**What you should do:** Each line in the data must be reproduced as written, except for any picture.

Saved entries
++++++++++
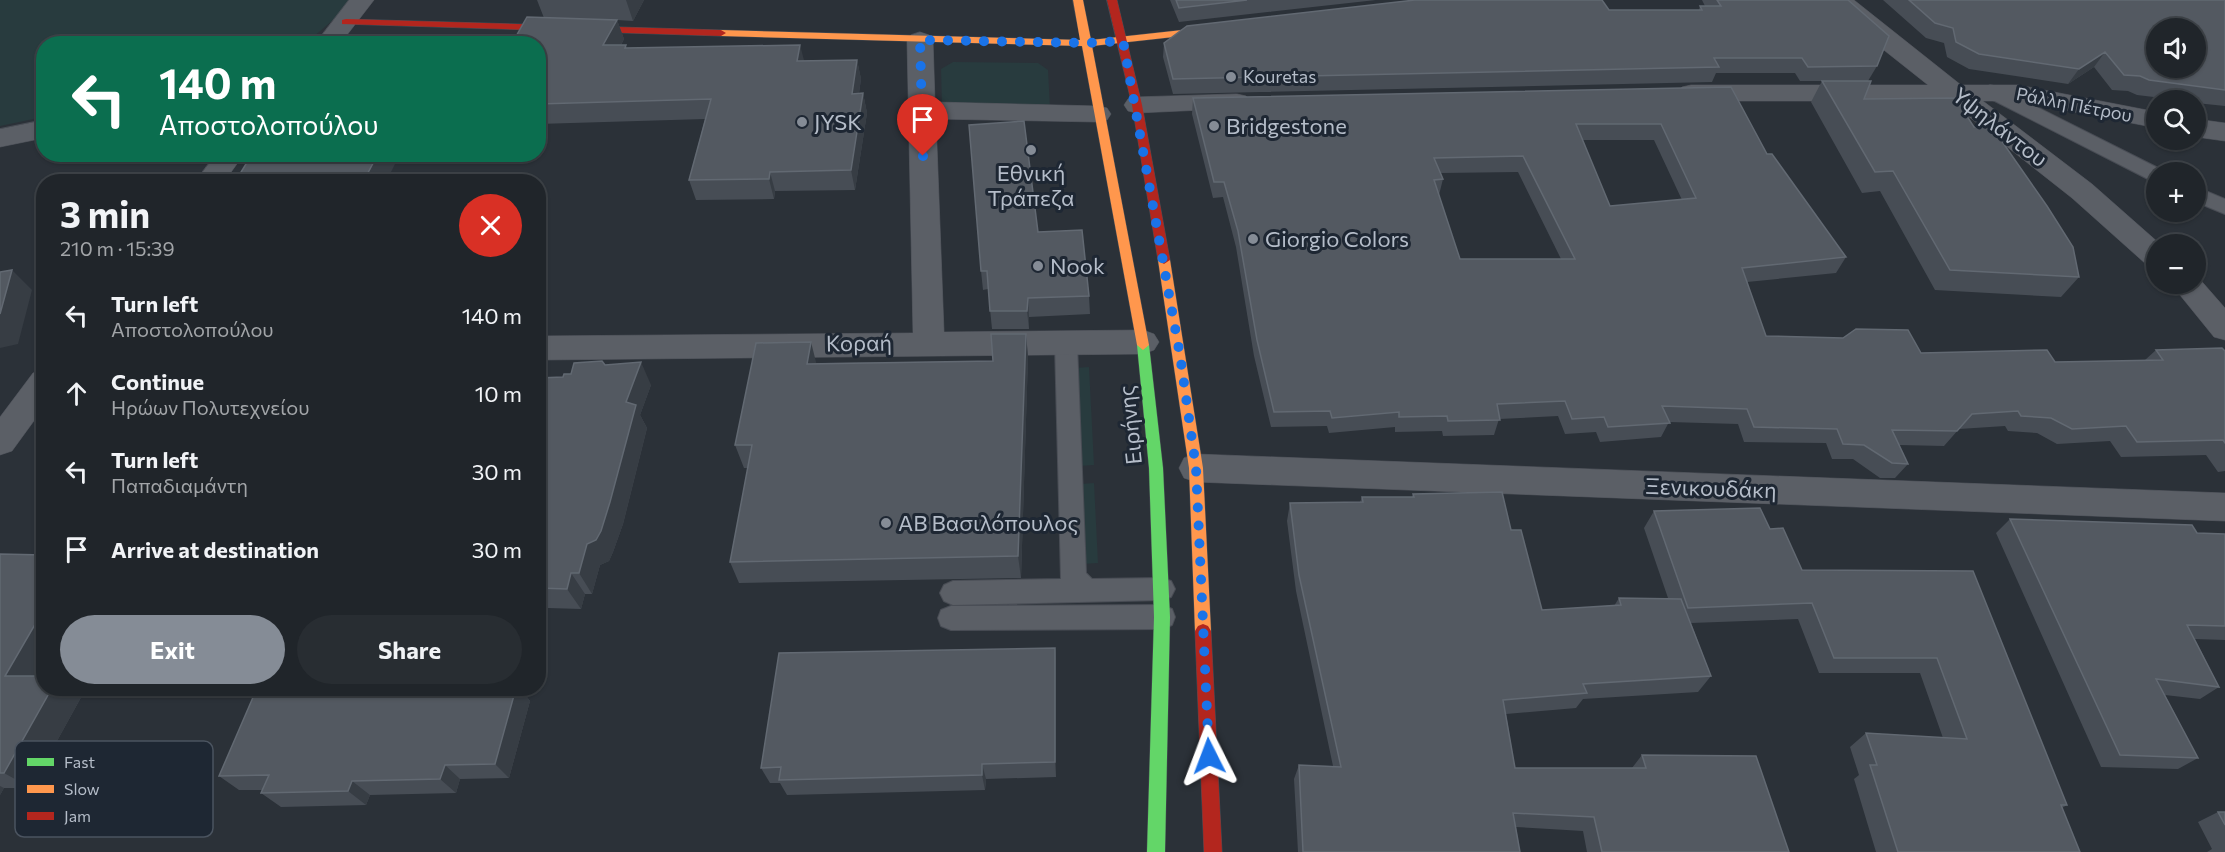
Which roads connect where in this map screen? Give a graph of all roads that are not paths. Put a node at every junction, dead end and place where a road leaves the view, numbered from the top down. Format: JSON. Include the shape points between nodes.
{"nodes":[{"id":1,"x":362,"y":0,"type":"edge"},
{"id":2,"x":1078,"y":0,"type":"edge"},
{"id":3,"x":1112,"y":0,"type":"edge"},
{"id":4,"x":1839,"y":0,"type":"edge"},
{"id":5,"x":346,"y":22,"type":"junction"},
{"id":6,"x":1231,"y":28,"type":"edge"},
{"id":7,"x":334,"y":36,"type":"edge"},
{"id":8,"x":920,"y":40,"type":"junction"},
{"id":9,"x":1123,"y":41,"type":"junction"},
{"id":10,"x":1087,"y":43,"type":"junction"},
{"id":11,"x":1990,"y":91,"type":"junction"},
{"id":12,"x":1955,"y":92,"type":"junction"},
{"id":13,"x":1671,"y":93,"type":"edge"},
{"id":14,"x":1265,"y":101,"type":"edge"},
{"id":15,"x":1137,"y":105,"type":"junction"},
{"id":16,"x":922,"y":110,"type":"junction"},
{"id":17,"x":1098,"y":114,"type":"junction"},
{"id":18,"x":2146,"y":118,"type":"edge"},
{"id":19,"x":2206,"y":129,"type":"edge"},
{"id":20,"x":36,"y":131,"type":"edge"},
{"id":21,"x":2225,"y":132,"type":"edge"},
{"id":22,"x":0,"y":138,"type":"edge"},
{"id":23,"x":225,"y":162,"type":"edge"},
{"id":24,"x":2146,"y":170,"type":"edge"},
{"id":25,"x":215,"y":174,"type":"edge"},
{"id":26,"x":2206,"y":198,"type":"edge"},
{"id":27,"x":2225,"y":207,"type":"edge"},
{"id":28,"x":2146,"y":248,"type":"edge"},
{"id":29,"x":2195,"y":294,"type":"edge"},
{"id":30,"x":2225,"y":329,"type":"edge"},
{"id":31,"x":929,"y":342,"type":"junction"},
{"id":32,"x":1143,"y":342,"type":"junction"},
{"id":33,"x":1066,"y":344,"type":"junction"},
{"id":34,"x":546,"y":348,"type":"edge"},
{"id":35,"x":29,"y":394,"type":"edge"},
{"id":36,"x":0,"y":442,"type":"edge"},
{"id":37,"x":1196,"y":468,"type":"junction"},
{"id":38,"x":2225,"y":507,"type":"edge"},
{"id":39,"x":1162,"y":589,"type":"junction"},
{"id":40,"x":1085,"y":590,"type":"junction"},
{"id":41,"x":1162,"y":617,"type":"junction"},
{"id":42,"x":1156,"y":852,"type":"edge"},
{"id":43,"x":1213,"y":852,"type":"edge"}],
"edges":[{"from":1,"to":5,"type":"street"},
{"from":2,"to":10,"type":"main road","name":"Ειρήνης"},
{"from":3,"to":9,"type":"main road"},
{"from":4,"to":12,"type":"street","name":"Υψηλάντου"},
{"from":5,"to":7,"type":"street"},
{"from":5,"to":8,"type":"main road"},
{"from":6,"to":9,"type":"main road"},
{"from":8,"to":10,"type":"main road"},
{"from":8,"to":16,"type":"street"},
{"from":9,"to":10,"type":"main road"},
{"from":9,"to":15,"type":"main road"},
{"from":10,"to":17,"type":"main road","name":"Ειρήνης"},
{"from":11,"to":12,"type":"street","name":"Ράλλη Πέτρου"},
{"from":11,"to":18,"type":"street","name":"Ράλλη Πέτρου"},
{"from":11,"to":24,"type":"lane"},
{"from":12,"to":13,"type":"street","name":"Ράλλη Πέτρου"},
{"from":12,"to":28,"type":"street","name":"Υψηλάντου","via":[[2082,191]]},
{"from":14,"to":15,"type":"street"},
{"from":15,"to":37,"type":"main road"},
{"from":16,"to":17,"type":"street"},
{"from":16,"to":31,"type":"street"},
{"from":17,"to":32,"type":"main road","name":"Ειρήνης"},
{"from":19,"to":21,"type":"street"},
{"from":20,"to":22,"type":"street"},
{"from":23,"to":25,"type":"street"},
{"from":26,"to":27,"type":"lane"},
{"from":29,"to":30,"type":"street"},
{"from":31,"to":33,"type":"street","name":"Κοραή"},
{"from":31,"to":34,"type":"street","name":"Κοραή"},
{"from":32,"to":33,"type":"street","name":"Κοραή"},
{"from":32,"to":39,"type":"main road","name":"Ειρήνης","via":[[1156,468]]},
{"from":33,"to":40,"type":"lane","via":[[1073,578]]},
{"from":35,"to":36,"type":"street"},
{"from":37,"to":38,"type":"street","name":"Ξενικουδάκη"},
{"from":37,"to":43,"type":"main road"},
{"from":39,"to":40,"type":"lane"},
{"from":39,"to":41,"type":"main road","name":"Ειρήνης"},
{"from":40,"to":41,"type":"lane","via":[[952,605]]},
{"from":41,"to":42,"type":"main road","name":"Ειρήνης"}]}
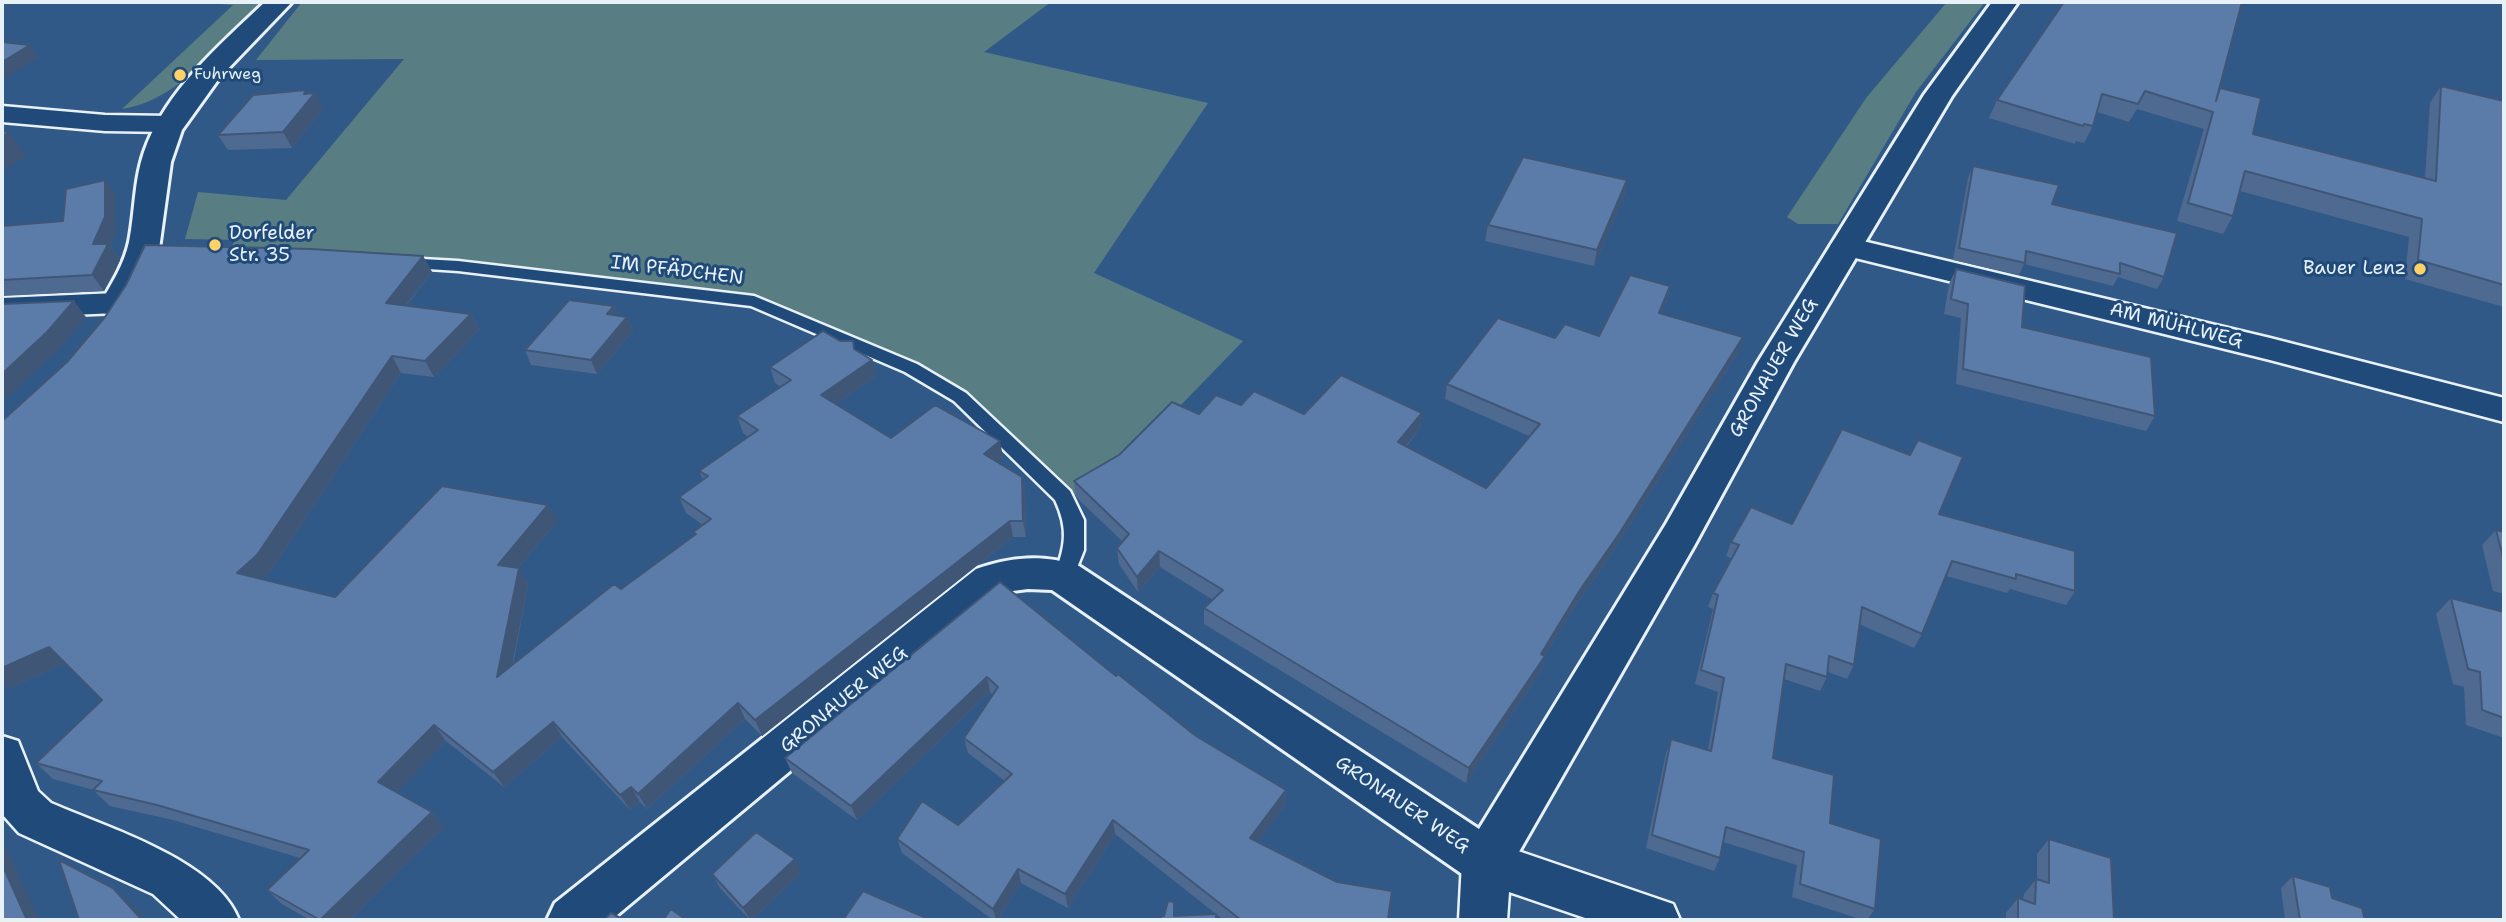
++++++++++
**Response area:**
Which roads connect where in this map screen? Give a graph of all roads that are not paths. Put a node at every junction, dead end and place where a road leaves the view, numbered from the top down. Format: JSON. Include the shape points between nodes.
{"nodes":[{"id":1,"x":362,"y":0,"type":"edge"},
{"id":2,"x":1078,"y":0,"type":"edge"},
{"id":3,"x":1112,"y":0,"type":"edge"},
{"id":4,"x":1839,"y":0,"type":"edge"},
{"id":5,"x":346,"y":22,"type":"junction"},
{"id":6,"x":1231,"y":28,"type":"edge"},
{"id":7,"x":334,"y":36,"type":"edge"},
{"id":8,"x":920,"y":40,"type":"junction"},
{"id":9,"x":1123,"y":41,"type":"junction"},
{"id":10,"x":1087,"y":43,"type":"junction"},
{"id":11,"x":1990,"y":91,"type":"junction"},
{"id":12,"x":1955,"y":92,"type":"junction"},
{"id":13,"x":1671,"y":93,"type":"edge"},
{"id":14,"x":1265,"y":101,"type":"edge"},
{"id":15,"x":1137,"y":105,"type":"junction"},
{"id":16,"x":922,"y":110,"type":"junction"},
{"id":17,"x":1098,"y":114,"type":"junction"},
{"id":18,"x":2146,"y":118,"type":"edge"},
{"id":19,"x":2206,"y":129,"type":"edge"},
{"id":20,"x":36,"y":131,"type":"edge"},
{"id":21,"x":2225,"y":132,"type":"edge"},
{"id":22,"x":0,"y":138,"type":"edge"},
{"id":23,"x":225,"y":162,"type":"edge"},
{"id":24,"x":2146,"y":170,"type":"edge"},
{"id":25,"x":215,"y":174,"type":"edge"},
{"id":26,"x":2206,"y":198,"type":"edge"},
{"id":27,"x":2225,"y":207,"type":"edge"},
{"id":28,"x":2146,"y":248,"type":"edge"},
{"id":29,"x":2195,"y":294,"type":"edge"},
{"id":30,"x":2225,"y":329,"type":"edge"},
{"id":31,"x":929,"y":342,"type":"junction"},
{"id":32,"x":1143,"y":342,"type":"junction"},
{"id":33,"x":1066,"y":344,"type":"junction"},
{"id":34,"x":546,"y":348,"type":"edge"},
{"id":35,"x":29,"y":394,"type":"edge"},
{"id":36,"x":0,"y":442,"type":"edge"},
{"id":37,"x":1196,"y":468,"type":"junction"},
{"id":38,"x":2225,"y":507,"type":"edge"},
{"id":39,"x":1162,"y":589,"type":"junction"},
{"id":40,"x":1085,"y":590,"type":"junction"},
{"id":41,"x":1162,"y":617,"type":"junction"},
{"id":42,"x":1156,"y":852,"type":"edge"},
{"id":43,"x":1213,"y":852,"type":"edge"}],
"edges":[{"from":1,"to":5,"type":"street"},
{"from":2,"to":10,"type":"main road","name":"Ειρήνης"},
{"from":3,"to":9,"type":"main road"},
{"from":4,"to":12,"type":"street","name":"Υψηλάντου"},
{"from":5,"to":7,"type":"street"},
{"from":5,"to":8,"type":"main road"},
{"from":6,"to":9,"type":"main road"},
{"from":8,"to":10,"type":"main road"},
{"from":8,"to":16,"type":"street"},
{"from":9,"to":10,"type":"main road"},
{"from":9,"to":15,"type":"main road"},
{"from":10,"to":17,"type":"main road","name":"Ειρήνης"},
{"from":11,"to":12,"type":"street","name":"Ράλλη Πέτρου"},
{"from":11,"to":18,"type":"street","name":"Ράλλη Πέτρου"},
{"from":11,"to":24,"type":"lane"},
{"from":12,"to":13,"type":"street","name":"Ράλλη Πέτρου"},
{"from":12,"to":28,"type":"street","name":"Υψηλάντου","via":[[2082,191]]},
{"from":14,"to":15,"type":"street"},
{"from":15,"to":37,"type":"main road"},
{"from":16,"to":17,"type":"street"},
{"from":16,"to":31,"type":"street"},
{"from":17,"to":32,"type":"main road","name":"Ειρήνης"},
{"from":19,"to":21,"type":"street"},
{"from":20,"to":22,"type":"street"},
{"from":23,"to":25,"type":"street"},
{"from":26,"to":27,"type":"lane"},
{"from":29,"to":30,"type":"street"},
{"from":31,"to":33,"type":"street","name":"Κοραή"},
{"from":31,"to":34,"type":"street","name":"Κοραή"},
{"from":32,"to":33,"type":"street","name":"Κοραή"},
{"from":32,"to":39,"type":"main road","name":"Ειρήνης","via":[[1156,468]]},
{"from":33,"to":40,"type":"lane","via":[[1073,578]]},
{"from":35,"to":36,"type":"street"},
{"from":37,"to":38,"type":"street","name":"Ξενικουδάκη"},
{"from":37,"to":43,"type":"main road"},
{"from":39,"to":40,"type":"lane"},
{"from":39,"to":41,"type":"main road","name":"Ειρήνης"},
{"from":40,"to":41,"type":"lane","via":[[952,605]]},
{"from":41,"to":42,"type":"main road","name":"Ειρήνης"}]}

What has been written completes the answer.